Lawrence Durrell's Last Journey

Edmund Keeley


George Seferis, the poet who was Lawrence Durrell's closest literary friend in Greece along with their mutual friend George Katsimbalis, wrote a poem called "The Last Day" during the period he came to know Durrell just before World War II.  It is a poem that brilliantly conveys the mood of anxiety, indecision, and hovering doom which characterized that moment in history for many of those on the border of the main action, but there are lines in it that have always struck me as enigmatic, however emotionally just they appear to be in that particular context:

                                                                                      ...how does a man die?
                                      Yet each of us earns his death, his own death, which belongs
                                            to no one else
                                      and this game is life.
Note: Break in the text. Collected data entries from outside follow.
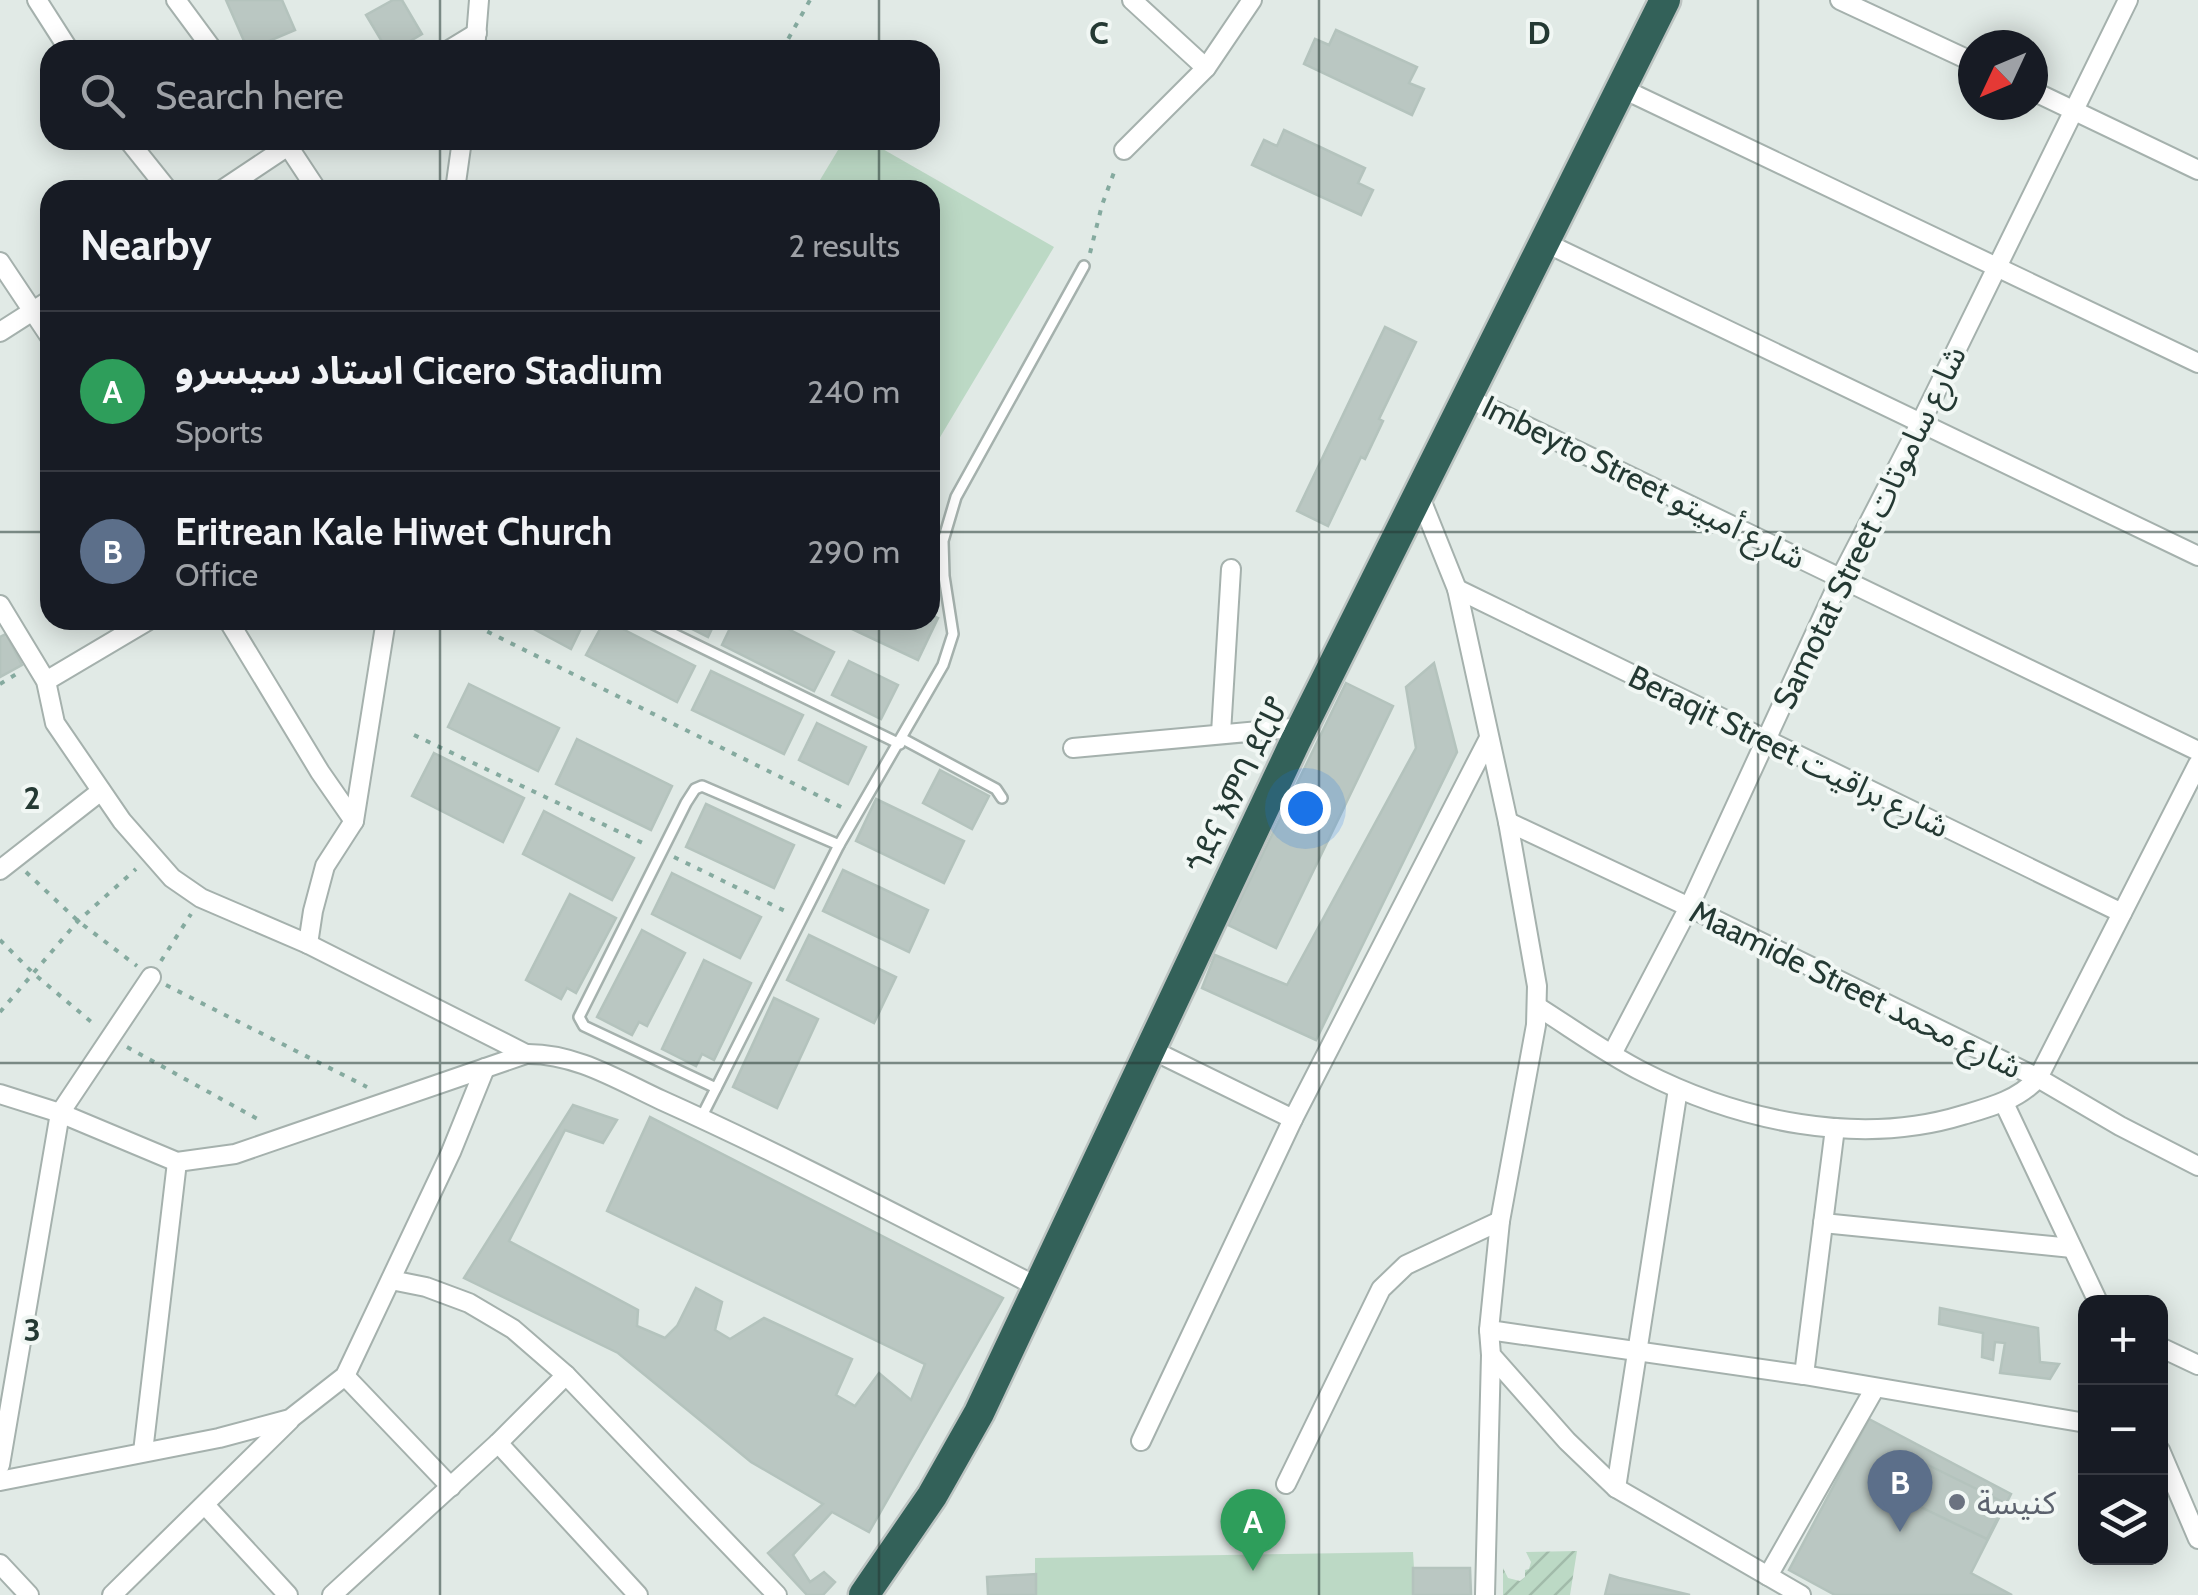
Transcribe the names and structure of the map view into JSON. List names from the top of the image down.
{
  "streets": {
    "highway": ["ጎደና እምባ ደርሆ"],
    "street": [
      "Imbeyto Street شارع أمبيتو",
      "Samotat Street شارع ساموتات",
      "Beraqit Street شارع براقيت",
      "Maamide Street شارع محمد"
    ]
  },
  "crossings": [
    ["Imbeyto Street شارع أمبيتو", "Samotat Street شارع ساموتات"],
    ["Imbeyto Street شارع أمبيتو", "ጎደና እምባ ደርሆ"],
    ["Samotat Street شارع ساموتات", "Beraqit Street شارع براقيت"],
    ["Samotat Street شارع ساموتات", "Maamide Street شارع محمد"]
  ],
  "places": ["كنيسة"],
  "north": "bottom left",
  "page": {
    "search": "Search here",
    "heading": ["Nearby", "2 results"],
    "list": [
      {
        "mark": "A",
        "name": "استاد سيسرو Cicero Stadium",
        "note": "Sports",
        "value": "240 m"
      },
      {
        "mark": "B",
        "name": "Eritrean Kale Hiwet Church",
        "note": "Office",
        "value": "290 m"
      }
    ],
    "map_buttons": ["+", "−"],
    "pins": ["B", "A"]
  },
  "grid": {
    "columns": ["C", "D"],
    "rows": ["2", "3"]
  }
}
My reading of Durrell's last work, Caesar's Vast Ghost:  Aspects of Provence, became a gloss on these lines by his friend Seferis, so that I now feel I have not only a better grasp of Seferis' meaning but, by way of that apprehension, a clearer sense of Durrell's aim and accomplishment in the book that was his final gift to the world of letters.  I take that book to be, at its heart, a revelation of the death he earned, a death that was entirely his own because of the way he played the game that was his life.  Almost every page of the book is colored by Durrell's way of playing the game during his lifetime, and especially during his later years in Provence.
    The frontispiece, just the first of many stunning photographs by Harry Peccinotti, sets the tone for my reading:  the author's house in Sommières, isolated, all the shutters closed, no living thing in sight, two small palm trees for a Mediterranean gesture, and then the tall trees in front of the house lush with green and yellow, dappling a spread of bright sunlight with their shadows and seemingly straining to reach high above the picture's frame against a light blue sky.  The theme of closure is there, and the absence of those whom Durrell speaks of in his introduction as having "vanished from the scene" so that he is "left to complete his book before joining them," one of these his friend Marie M-D from Naxos, who had a "style in loving" but who, along with the author at their last meeting in Avignon, "did not recognize death walking towards us--one never does!"  There is also the theme of aspiring towards some mystery that lies outside conventional religion, something pagan enough to be called magic but not quite, something beyond anyone's reach who is not a poet with feet firmly rooted in this world but a head that can be tilted to receive otherworldly visions.
    These are strong themes with their analogies in Durrell's earlier work, yet death and otherworldly mystery are not what dominate the book.  It is the author's journey through time towards the lush country that he has celebrated so often over the years while he was playing the particular game that was his.  One finds, of course, much insight into the special beauty and hedonism of the literal country where he spent his last thirty-odd years, as his subtitle, "Aspects of Provence," promises.  And if it proves to be a more complex country in his image of it than one might have suspected, there are enough obvious pagan Mediterranean remnants in it to explain why he went there in the first place and managed to stay until the end.  The wine and food and heady talk, the gathering of characters with shady pasts and quirky preoccupations and ribald wit, the open eroticism of the landscape and many of the figures in it are all aspects that one would expect to find in Durrell's view of the place he chose to end up.
    What comes as more of a surprise is the telling conjunction of the country's present landscape with the author's travels into the history of the place, a conjunction that shows all his learning, humor, and sometimes outrageous imagination.  He ranges into the past wherever his fancy chooses to take him, and that includes the Greeks and their way of thinking, the Roman women and their way with perfume, the Roman generals and their way with monuments of war, the courtly poets and their way with women, and on into our own time.  If there is need along the road from past to present for a diversionary analysis of what really happened at the battle of Actium on the west coast of Greece, this in order to give us a more tolerable rationale for the behavior of Antony and Cleopatra, we get that too, or an account of the culinary talents of a pleasure-loving Parisian girl who taught the young author as much about the delicacies of food as she did about the subtleties of love, or any excuse for an anecdote to break the travelogue pattern with a priceless joke, such as this one from the Provençal peddlers' chapbooks recounting the adventures of Marius and Olive, who one day find themselves on a raft in the Indian Ocean, almost dead from starvation:

            Marius after deep reflection said to Olive:  "Olive, I have been thinking things over and have reluctantly come to a
            decision.  I cannot stand any more malnutrition.  Of what use is little Jules (his member) in a situation like this?  None!
            I am going to cut it off and have it for lunch."  Olive showed great concern.  "Not so fast, Marius," she said.  "Why
            don't you flatter it a little--there may be enough for two!"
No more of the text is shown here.